Calculate the derivative of the equation, make the equation to equal, solve it and plug in your x value. Are you familiar with the quotient rule in derivatives?
Deriatives is f'(x) right? we're not doing that yet.
Methods we're using is substitution, factoring and the conjugate method.
I'm using the Calculus Phobe videos from Calculus Help (my teacher showed me the website and told me to use that).
Yes, that's correct. So you're differentiating using the definition? If you take the derivative of the equation y=3/(x^2-1) you can find the slope. if: f(x)=3/(x^2-1) then f(x+h)=3/((x+h)^2-1) dy/dx = (f(x+h)-f(x))/h Can you do the rest?
dy/dx =lim (h-->0) (f(x+h)-f(x))/h rather.
Yes. That's what I did.
But I can't go any further. |dw:1335262087563:dw| That's the furthest I got up to.

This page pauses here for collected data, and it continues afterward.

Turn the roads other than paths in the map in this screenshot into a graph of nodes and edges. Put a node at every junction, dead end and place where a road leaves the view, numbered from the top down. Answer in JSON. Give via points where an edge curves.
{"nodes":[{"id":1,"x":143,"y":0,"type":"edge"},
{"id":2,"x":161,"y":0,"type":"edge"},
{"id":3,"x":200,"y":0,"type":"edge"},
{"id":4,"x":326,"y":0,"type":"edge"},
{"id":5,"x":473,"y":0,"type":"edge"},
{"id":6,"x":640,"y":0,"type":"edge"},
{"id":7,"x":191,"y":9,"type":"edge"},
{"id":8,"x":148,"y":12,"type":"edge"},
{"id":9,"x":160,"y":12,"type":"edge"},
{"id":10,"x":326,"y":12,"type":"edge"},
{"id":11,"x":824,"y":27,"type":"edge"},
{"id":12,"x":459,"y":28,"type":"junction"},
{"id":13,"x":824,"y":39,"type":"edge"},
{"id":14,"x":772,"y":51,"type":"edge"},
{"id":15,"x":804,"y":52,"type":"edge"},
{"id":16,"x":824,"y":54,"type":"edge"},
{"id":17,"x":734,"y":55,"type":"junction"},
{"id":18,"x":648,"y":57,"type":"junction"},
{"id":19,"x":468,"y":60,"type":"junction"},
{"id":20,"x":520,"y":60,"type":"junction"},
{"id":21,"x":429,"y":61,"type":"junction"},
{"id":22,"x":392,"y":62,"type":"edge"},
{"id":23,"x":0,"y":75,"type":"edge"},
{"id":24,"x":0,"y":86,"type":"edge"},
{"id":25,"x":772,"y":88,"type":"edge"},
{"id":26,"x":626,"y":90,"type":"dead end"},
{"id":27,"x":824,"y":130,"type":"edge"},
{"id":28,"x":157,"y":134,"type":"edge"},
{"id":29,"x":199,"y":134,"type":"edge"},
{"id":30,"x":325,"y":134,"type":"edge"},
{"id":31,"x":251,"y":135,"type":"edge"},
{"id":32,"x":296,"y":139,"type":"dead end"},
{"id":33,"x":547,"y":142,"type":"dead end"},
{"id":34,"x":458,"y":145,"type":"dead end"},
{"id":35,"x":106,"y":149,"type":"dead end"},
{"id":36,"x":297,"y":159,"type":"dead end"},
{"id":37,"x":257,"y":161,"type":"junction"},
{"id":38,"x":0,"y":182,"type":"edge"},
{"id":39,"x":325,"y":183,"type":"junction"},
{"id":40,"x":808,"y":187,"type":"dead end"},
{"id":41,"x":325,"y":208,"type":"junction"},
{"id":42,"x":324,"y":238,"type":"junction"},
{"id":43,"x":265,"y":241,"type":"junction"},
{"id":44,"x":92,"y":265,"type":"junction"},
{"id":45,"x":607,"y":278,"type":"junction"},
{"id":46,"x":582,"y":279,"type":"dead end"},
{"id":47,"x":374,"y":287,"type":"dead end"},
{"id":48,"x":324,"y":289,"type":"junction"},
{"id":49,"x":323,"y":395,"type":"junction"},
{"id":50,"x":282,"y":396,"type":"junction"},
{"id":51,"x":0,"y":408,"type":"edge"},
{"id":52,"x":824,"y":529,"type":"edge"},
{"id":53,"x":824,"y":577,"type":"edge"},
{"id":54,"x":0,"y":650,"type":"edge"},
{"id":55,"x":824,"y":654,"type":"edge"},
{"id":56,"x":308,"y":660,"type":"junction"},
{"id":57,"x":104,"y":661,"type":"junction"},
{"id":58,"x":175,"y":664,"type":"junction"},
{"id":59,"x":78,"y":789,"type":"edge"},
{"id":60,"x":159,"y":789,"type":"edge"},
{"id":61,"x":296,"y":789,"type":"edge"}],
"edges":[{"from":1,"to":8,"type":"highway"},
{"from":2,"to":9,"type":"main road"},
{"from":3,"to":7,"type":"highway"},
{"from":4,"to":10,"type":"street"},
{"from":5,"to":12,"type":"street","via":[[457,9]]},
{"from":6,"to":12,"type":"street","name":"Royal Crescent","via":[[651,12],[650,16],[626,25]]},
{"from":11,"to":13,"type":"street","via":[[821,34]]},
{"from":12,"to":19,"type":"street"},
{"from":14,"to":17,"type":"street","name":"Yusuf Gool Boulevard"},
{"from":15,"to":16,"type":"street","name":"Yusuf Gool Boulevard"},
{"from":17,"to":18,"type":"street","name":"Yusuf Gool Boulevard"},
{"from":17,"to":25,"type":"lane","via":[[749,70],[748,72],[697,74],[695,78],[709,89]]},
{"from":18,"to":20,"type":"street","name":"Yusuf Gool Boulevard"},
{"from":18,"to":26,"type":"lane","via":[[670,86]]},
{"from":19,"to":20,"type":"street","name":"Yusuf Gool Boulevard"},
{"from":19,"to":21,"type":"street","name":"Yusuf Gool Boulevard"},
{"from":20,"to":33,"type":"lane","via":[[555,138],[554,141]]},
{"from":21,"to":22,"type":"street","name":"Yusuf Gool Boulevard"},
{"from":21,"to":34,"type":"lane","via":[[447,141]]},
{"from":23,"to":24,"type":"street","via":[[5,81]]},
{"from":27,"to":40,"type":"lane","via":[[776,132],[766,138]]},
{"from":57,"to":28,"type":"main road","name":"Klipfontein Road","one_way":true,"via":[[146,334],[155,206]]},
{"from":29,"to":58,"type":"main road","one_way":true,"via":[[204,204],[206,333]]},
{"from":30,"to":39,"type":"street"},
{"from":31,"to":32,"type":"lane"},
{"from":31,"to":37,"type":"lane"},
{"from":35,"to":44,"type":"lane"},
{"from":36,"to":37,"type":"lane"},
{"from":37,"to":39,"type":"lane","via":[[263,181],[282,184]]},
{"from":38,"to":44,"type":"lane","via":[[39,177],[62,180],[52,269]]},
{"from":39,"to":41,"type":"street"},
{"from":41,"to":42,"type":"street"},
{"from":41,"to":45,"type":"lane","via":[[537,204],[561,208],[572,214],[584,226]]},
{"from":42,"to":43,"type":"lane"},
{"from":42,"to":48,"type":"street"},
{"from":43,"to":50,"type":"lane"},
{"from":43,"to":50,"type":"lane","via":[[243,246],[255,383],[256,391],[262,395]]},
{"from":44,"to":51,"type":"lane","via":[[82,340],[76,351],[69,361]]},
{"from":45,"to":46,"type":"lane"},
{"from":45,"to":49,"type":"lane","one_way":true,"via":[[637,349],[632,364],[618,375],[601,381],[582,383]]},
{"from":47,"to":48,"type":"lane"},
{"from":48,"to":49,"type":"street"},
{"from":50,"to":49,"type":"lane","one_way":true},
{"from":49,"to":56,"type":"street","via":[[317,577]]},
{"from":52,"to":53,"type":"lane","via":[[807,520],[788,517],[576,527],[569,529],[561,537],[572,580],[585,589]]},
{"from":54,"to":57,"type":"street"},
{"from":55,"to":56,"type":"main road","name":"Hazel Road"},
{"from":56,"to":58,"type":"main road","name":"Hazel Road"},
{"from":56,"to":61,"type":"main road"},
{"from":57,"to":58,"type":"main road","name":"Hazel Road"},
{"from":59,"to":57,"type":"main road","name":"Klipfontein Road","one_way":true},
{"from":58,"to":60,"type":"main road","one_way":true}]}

Expand your brackets and factor out a h.
The bottom one to? I was told not too.
Not sure - I'm not familiar with the long method, I just use the shortcut :)
Can you take derivatives? Must you use first principle to find it?
Derivatives is our next unit.
I can't isolate or factor out anything. I must had made a mistake beforehand I guess.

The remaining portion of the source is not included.